## What you should do
Starting from the line that holds "Road topology of the map", print every line through the end of the records, first and last included.
-- Excerpted records follows --
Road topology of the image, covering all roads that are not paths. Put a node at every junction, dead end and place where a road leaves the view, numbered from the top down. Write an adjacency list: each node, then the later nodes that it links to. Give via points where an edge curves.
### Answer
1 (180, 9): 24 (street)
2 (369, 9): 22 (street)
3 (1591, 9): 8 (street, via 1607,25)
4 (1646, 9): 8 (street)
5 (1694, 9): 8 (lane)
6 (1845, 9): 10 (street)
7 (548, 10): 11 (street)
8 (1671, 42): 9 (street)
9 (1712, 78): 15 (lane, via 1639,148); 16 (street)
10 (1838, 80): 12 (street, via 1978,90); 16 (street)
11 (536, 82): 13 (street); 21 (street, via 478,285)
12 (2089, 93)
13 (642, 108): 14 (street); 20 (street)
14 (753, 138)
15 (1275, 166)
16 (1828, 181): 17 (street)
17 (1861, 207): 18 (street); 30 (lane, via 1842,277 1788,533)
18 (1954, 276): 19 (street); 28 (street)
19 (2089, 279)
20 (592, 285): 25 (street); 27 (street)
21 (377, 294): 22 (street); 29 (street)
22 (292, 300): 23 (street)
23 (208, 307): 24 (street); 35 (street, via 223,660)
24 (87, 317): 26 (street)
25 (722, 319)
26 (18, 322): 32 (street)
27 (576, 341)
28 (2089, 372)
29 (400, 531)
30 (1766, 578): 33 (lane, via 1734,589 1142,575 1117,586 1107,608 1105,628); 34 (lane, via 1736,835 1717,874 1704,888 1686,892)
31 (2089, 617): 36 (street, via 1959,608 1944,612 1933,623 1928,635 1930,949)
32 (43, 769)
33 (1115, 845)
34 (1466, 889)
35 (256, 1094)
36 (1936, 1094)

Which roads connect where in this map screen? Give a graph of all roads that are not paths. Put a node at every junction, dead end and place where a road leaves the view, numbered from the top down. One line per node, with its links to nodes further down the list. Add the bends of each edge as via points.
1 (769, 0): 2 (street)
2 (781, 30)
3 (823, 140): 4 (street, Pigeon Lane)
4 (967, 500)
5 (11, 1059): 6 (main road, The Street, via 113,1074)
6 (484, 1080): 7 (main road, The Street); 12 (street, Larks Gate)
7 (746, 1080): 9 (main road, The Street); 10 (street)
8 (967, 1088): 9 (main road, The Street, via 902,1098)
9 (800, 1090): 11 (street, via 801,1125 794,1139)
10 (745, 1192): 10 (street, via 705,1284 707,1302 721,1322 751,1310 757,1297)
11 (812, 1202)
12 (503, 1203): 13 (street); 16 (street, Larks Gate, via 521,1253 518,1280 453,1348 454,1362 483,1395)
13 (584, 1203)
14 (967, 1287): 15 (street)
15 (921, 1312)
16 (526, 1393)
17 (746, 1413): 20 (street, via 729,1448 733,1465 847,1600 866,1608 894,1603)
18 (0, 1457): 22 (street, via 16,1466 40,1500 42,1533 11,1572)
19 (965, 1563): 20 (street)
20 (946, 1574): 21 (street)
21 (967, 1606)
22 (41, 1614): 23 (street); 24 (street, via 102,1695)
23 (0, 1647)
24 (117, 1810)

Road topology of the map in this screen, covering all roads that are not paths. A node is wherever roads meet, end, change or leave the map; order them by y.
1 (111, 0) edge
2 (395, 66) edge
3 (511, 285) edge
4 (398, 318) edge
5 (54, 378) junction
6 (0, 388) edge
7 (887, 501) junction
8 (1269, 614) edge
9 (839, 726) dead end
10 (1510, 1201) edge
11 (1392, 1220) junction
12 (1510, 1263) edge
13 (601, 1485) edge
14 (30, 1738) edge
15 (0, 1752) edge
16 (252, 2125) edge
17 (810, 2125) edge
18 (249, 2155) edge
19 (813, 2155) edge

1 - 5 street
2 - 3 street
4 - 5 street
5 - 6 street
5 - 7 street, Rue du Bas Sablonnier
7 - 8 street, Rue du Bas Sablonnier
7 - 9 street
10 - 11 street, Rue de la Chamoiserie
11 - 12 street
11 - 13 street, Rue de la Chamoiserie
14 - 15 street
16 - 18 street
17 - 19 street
-- Excerpted records concluded --
## Written solution
Road topology of the map in this screen, covering all roads that are not paths. A node is wherever roads meet, end, change or leave the map; order them by y.
1 (111, 0) edge
2 (395, 66) edge
3 (511, 285) edge
4 (398, 318) edge
5 (54, 378) junction
6 (0, 388) edge
7 (887, 501) junction
8 (1269, 614) edge
9 (839, 726) dead end
10 (1510, 1201) edge
11 (1392, 1220) junction
12 (1510, 1263) edge
13 (601, 1485) edge
14 (30, 1738) edge
15 (0, 1752) edge
16 (252, 2125) edge
17 (810, 2125) edge
18 (249, 2155) edge
19 (813, 2155) edge

1 - 5 street
2 - 3 street
4 - 5 street
5 - 6 street
5 - 7 street, Rue du Bas Sablonnier
7 - 8 street, Rue du Bas Sablonnier
7 - 9 street
10 - 11 street, Rue de la Chamoiserie
11 - 12 street
11 - 13 street, Rue de la Chamoiserie
14 - 15 street
16 - 18 street
17 - 19 street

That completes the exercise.